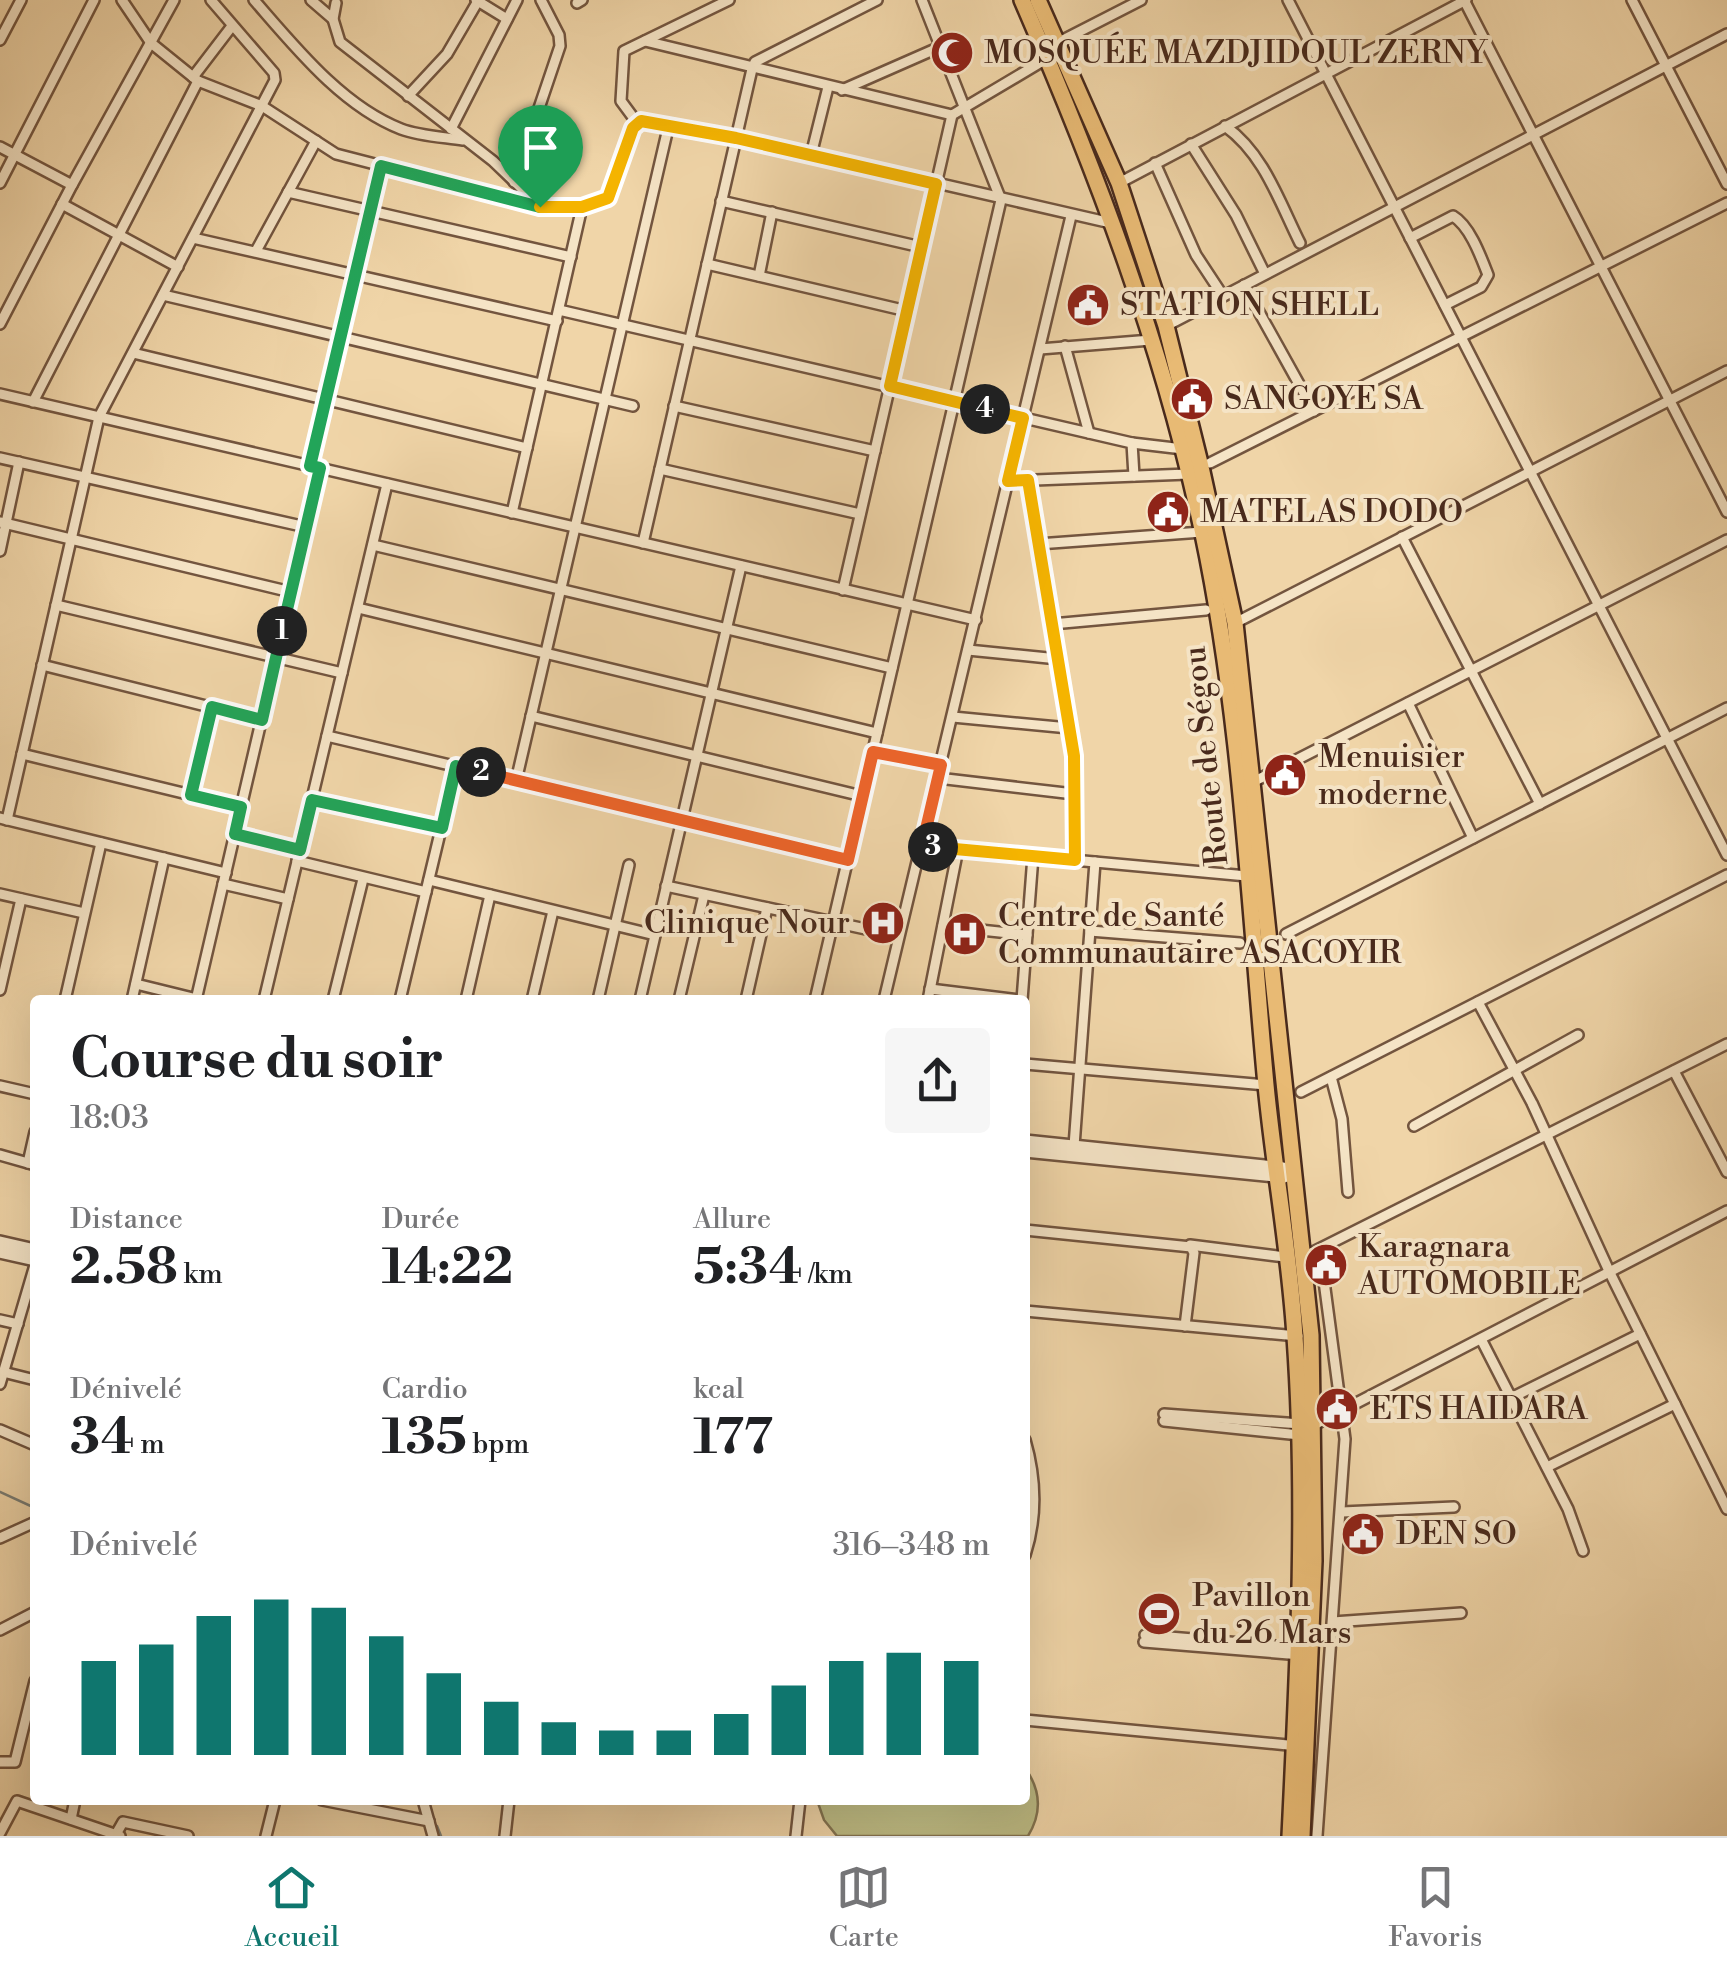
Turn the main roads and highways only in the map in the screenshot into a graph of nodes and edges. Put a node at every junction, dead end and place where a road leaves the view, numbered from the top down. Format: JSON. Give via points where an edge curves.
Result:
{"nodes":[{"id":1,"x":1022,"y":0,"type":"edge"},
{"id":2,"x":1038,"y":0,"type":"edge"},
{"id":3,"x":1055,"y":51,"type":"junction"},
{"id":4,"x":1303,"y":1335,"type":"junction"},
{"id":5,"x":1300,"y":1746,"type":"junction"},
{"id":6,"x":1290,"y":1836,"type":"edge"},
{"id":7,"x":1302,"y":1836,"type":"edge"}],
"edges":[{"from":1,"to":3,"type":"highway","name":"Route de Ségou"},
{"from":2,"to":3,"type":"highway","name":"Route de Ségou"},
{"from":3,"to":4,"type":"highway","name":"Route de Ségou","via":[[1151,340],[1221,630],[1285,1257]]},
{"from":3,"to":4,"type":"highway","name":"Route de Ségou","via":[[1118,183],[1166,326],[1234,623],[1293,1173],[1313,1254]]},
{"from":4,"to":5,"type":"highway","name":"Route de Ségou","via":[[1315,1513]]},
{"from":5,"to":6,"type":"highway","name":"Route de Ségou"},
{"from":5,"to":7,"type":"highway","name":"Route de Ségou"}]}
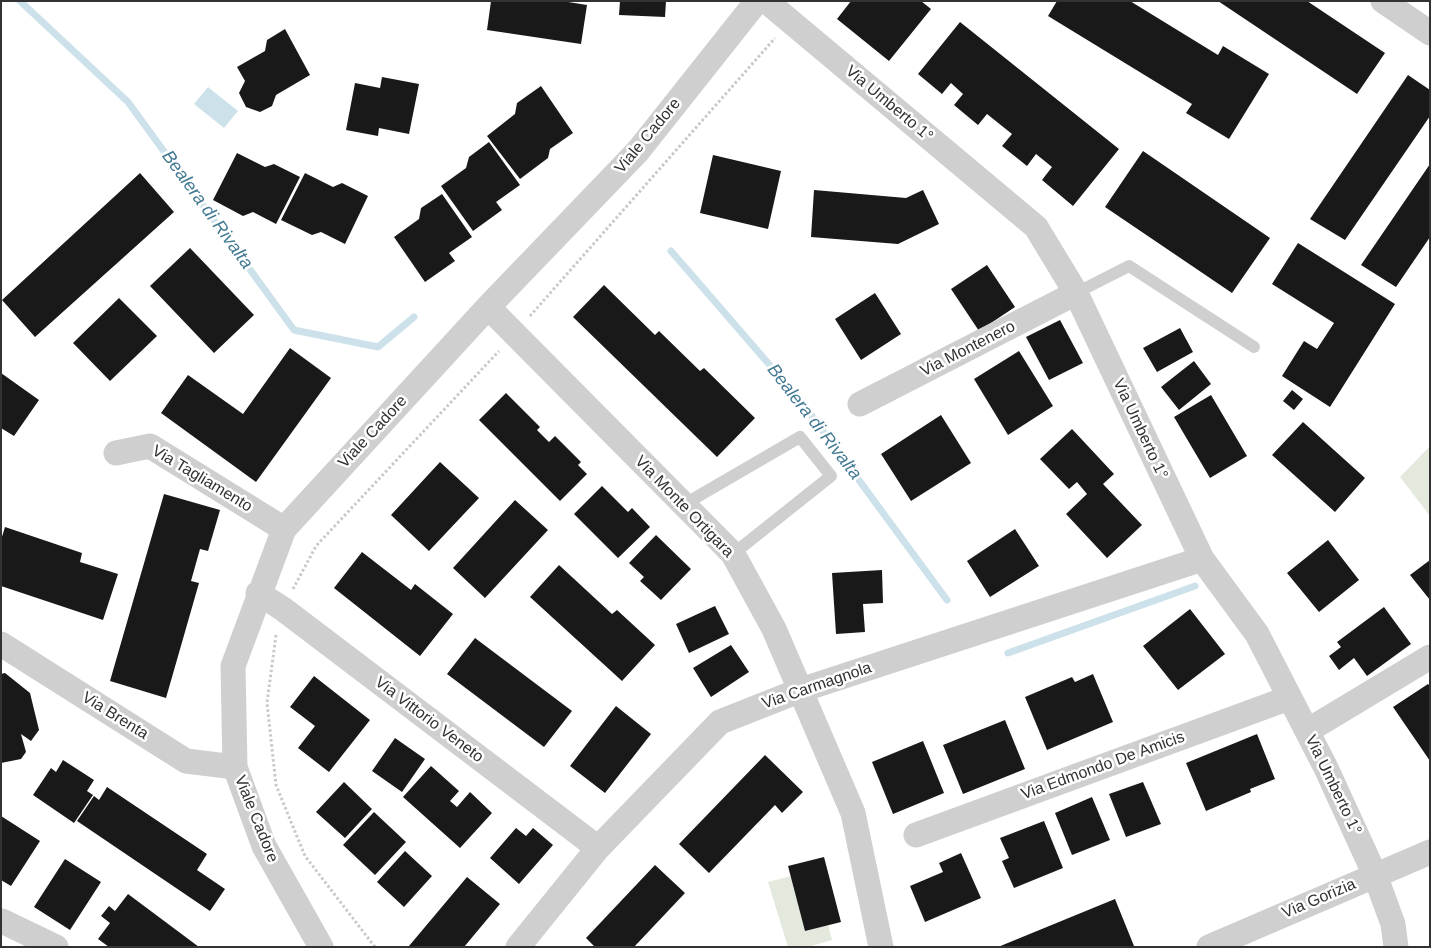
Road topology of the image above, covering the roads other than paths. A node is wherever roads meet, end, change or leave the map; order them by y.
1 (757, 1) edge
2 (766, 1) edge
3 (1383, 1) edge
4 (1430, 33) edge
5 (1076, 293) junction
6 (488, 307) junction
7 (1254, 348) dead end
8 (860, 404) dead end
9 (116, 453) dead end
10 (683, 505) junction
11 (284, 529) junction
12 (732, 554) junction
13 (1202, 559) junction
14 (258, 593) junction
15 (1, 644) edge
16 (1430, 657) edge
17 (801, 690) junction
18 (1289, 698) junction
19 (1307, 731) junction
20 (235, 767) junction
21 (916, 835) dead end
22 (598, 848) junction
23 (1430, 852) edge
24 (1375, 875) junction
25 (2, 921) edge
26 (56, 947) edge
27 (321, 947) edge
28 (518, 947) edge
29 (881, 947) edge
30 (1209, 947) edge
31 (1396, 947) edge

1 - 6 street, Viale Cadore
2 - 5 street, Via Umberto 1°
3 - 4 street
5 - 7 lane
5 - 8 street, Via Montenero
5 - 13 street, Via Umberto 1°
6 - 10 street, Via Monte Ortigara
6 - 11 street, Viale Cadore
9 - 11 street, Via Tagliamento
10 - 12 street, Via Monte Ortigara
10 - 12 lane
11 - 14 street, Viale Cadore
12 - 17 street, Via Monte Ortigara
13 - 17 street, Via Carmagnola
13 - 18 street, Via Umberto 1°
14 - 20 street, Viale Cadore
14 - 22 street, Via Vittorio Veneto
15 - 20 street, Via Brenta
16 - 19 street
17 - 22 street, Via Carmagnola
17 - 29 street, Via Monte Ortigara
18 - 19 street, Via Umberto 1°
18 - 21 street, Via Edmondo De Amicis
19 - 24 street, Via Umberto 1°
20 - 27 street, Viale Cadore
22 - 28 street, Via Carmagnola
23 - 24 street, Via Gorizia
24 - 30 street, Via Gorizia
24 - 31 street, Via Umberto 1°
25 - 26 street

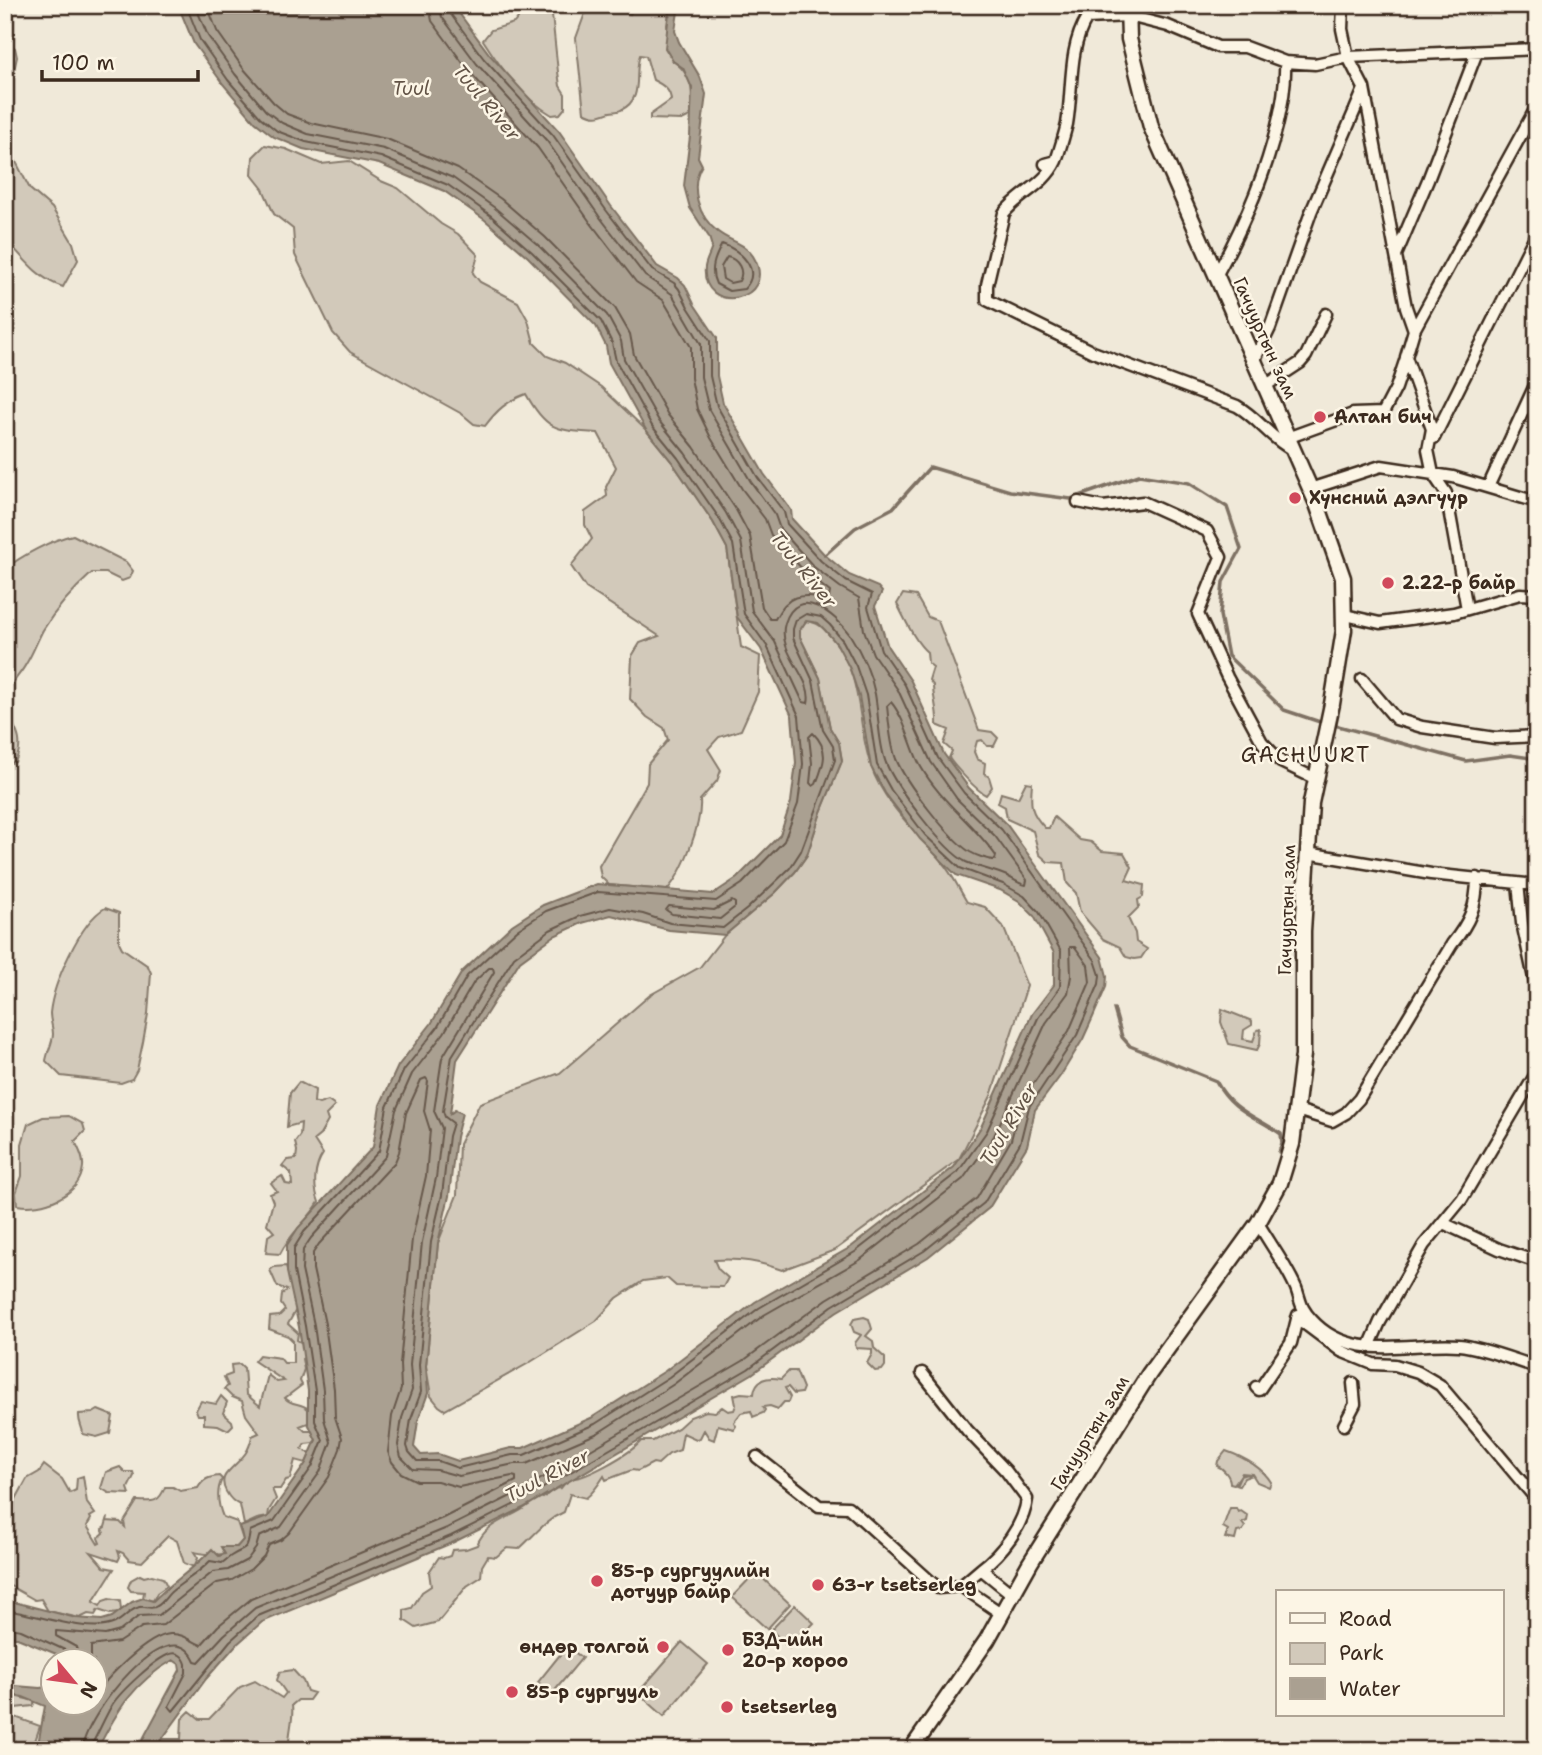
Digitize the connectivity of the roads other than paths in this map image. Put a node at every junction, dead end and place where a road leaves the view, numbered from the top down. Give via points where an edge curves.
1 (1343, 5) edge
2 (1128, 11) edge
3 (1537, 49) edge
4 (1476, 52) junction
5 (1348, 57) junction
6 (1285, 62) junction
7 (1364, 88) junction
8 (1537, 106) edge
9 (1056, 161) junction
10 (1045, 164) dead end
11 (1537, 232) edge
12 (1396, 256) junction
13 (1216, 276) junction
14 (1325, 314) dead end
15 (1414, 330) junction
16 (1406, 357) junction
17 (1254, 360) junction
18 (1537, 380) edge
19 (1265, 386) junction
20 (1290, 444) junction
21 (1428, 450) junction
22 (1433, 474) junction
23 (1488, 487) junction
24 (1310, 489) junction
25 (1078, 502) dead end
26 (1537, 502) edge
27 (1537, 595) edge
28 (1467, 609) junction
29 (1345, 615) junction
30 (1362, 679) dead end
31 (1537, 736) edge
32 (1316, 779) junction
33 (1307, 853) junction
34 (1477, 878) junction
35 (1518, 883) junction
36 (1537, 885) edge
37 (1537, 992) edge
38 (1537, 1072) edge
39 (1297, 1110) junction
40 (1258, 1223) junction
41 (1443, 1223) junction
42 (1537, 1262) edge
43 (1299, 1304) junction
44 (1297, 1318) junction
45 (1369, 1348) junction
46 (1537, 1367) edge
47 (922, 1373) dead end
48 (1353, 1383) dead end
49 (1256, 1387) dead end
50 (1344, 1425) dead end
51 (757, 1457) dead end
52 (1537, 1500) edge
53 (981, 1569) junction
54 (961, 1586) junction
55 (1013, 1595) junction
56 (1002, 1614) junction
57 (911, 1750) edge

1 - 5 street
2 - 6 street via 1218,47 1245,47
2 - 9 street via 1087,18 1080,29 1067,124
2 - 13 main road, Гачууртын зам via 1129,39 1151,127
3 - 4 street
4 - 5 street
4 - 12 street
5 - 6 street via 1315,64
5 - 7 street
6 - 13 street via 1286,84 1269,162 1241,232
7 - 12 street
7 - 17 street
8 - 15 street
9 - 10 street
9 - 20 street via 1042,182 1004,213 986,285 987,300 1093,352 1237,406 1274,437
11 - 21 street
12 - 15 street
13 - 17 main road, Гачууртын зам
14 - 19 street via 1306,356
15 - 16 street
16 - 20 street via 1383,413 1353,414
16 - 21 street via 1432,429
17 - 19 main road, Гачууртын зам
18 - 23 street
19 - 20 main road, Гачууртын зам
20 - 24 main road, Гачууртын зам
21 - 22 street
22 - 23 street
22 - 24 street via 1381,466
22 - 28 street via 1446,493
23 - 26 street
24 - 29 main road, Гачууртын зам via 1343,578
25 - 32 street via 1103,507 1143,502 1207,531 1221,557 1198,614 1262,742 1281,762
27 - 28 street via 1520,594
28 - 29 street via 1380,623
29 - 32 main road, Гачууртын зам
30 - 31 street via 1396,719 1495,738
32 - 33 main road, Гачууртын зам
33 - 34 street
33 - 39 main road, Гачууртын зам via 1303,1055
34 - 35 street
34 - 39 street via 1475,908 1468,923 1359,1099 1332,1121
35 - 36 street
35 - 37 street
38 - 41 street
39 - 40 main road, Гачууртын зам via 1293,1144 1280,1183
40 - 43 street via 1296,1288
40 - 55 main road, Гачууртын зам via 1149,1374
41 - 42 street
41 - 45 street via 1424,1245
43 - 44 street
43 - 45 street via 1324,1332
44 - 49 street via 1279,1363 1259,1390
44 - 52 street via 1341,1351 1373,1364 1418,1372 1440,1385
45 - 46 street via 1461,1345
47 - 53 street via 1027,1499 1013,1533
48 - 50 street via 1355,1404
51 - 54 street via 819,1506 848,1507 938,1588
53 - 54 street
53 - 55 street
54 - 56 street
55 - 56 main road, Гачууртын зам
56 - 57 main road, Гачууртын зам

● ● ● ● ● ● ●

:: Assignment ::
Your answer should be all lines from the data that contain "Ortigara".

:: Your solution ::
6 - 10 street, Via Monte Ortigara
10 - 12 street, Via Monte Ortigara
12 - 17 street, Via Monte Ortigara
17 - 29 street, Via Monte Ortigara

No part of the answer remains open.